El Paseo del Santa Lucía permanecerá abierto al público desde las 4 de la tarde del día 17 hasta las siete de la noche del domingo 22, a cuya hora se instalará de nuevo la faena nocturna que trabaja en las minas.
La entrada de los paseantes del Cerro será enteramente gratis, pero no podrá subir carruaje alguno de particulares ni del servicio público, sino a virtud de un permiso escrito del intendente y conforme al orden de precedencia que fije el oficial de policía apostado en la entrada de la calle de Bretón con este objeto.
Más tarde, en el “Álbum del Santa Lucía” que conmemoró la inauguración final y entrega de trabajos en 1874, Vicuña Mackenna deja registrada la presencia de 31 esculturas y 416 jarrones y ánforas de hierro fundido y mármol blanco, la mayoría de ellas hoy misteriosamente esfumadas del paseo, es preciso observar. Y una característica que se intentó con esmero fue la de asignarle al cerro no sólo los espacios de recreación y esparcimiento por caminos forestados, terrazas, jardines y patios, sino también lugares dedicados especialmente a presentaciones artísticas, cuya desaparición fue dejándolos en el olvido.
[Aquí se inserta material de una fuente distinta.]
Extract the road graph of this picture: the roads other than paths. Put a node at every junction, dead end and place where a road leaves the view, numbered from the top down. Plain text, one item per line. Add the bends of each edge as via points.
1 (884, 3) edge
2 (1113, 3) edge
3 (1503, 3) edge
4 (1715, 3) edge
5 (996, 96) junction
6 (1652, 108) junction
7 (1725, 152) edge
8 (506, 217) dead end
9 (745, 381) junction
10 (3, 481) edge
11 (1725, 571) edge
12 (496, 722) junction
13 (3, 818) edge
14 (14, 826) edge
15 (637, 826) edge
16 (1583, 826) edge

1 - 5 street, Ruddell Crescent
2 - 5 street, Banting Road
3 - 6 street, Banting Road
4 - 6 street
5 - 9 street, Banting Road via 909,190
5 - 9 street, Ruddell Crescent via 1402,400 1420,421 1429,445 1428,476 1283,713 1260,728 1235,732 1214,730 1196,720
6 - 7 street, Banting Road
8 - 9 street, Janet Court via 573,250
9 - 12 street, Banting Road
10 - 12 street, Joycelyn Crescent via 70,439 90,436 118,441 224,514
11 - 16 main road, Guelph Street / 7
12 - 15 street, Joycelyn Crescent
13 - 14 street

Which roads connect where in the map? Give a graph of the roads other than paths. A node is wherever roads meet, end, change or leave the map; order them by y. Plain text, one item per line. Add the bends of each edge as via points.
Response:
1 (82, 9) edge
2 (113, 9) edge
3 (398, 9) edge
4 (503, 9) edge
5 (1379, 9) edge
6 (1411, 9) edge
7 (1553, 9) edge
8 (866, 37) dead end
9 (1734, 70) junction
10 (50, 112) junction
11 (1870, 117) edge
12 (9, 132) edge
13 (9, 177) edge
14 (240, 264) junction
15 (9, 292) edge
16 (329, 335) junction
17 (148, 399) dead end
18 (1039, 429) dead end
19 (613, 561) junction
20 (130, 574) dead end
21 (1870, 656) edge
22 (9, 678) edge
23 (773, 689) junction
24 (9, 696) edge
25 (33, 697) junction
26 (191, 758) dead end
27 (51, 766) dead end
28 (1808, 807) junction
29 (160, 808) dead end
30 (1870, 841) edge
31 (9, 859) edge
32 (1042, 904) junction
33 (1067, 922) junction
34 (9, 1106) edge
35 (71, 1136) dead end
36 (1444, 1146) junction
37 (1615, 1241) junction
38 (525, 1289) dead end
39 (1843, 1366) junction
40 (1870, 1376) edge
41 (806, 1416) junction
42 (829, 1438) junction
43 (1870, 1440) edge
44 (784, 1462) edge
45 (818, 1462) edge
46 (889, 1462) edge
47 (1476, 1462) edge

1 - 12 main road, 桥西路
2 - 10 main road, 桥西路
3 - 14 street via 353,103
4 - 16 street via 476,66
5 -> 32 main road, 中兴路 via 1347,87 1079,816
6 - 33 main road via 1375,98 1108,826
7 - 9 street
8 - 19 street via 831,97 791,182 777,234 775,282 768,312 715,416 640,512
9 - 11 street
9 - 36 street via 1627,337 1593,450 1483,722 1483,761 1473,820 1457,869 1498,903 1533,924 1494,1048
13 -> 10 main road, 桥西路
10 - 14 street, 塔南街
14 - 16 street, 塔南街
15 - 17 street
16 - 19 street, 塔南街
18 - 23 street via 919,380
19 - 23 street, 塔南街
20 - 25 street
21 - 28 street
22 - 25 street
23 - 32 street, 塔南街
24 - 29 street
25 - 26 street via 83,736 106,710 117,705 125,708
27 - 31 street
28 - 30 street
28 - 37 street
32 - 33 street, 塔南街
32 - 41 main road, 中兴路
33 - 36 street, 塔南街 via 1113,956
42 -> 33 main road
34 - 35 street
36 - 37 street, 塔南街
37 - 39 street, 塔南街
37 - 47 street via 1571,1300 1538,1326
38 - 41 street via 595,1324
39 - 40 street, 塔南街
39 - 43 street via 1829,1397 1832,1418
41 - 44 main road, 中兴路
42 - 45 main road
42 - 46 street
También se haría costumbre la visita de los santiaguinos hasta llegar al alcázar del paseo, desde su misma apertura.
Con motivo de la inauguración de ese año, además, la casa editora y almacén de música de don Carlos Brandt, de Valparaíso y Concepción, publicó las partituras del vals titulado “Una fiesta (fiesto) en el cerro Santa Lucía” de Oscar Retsaf, trabajo hoy muy difícil de conseguir, aunque se conserva una pieza original completa en el Museo de la Guerra del Pacífico “Domingo de Toro Herrera”. Esta integración del paseo con un homenaje musical anunciaba el carácter aristocrático que se procuró al parque y que se mantuvo por más de medio siglo, antes de caer en decadencia.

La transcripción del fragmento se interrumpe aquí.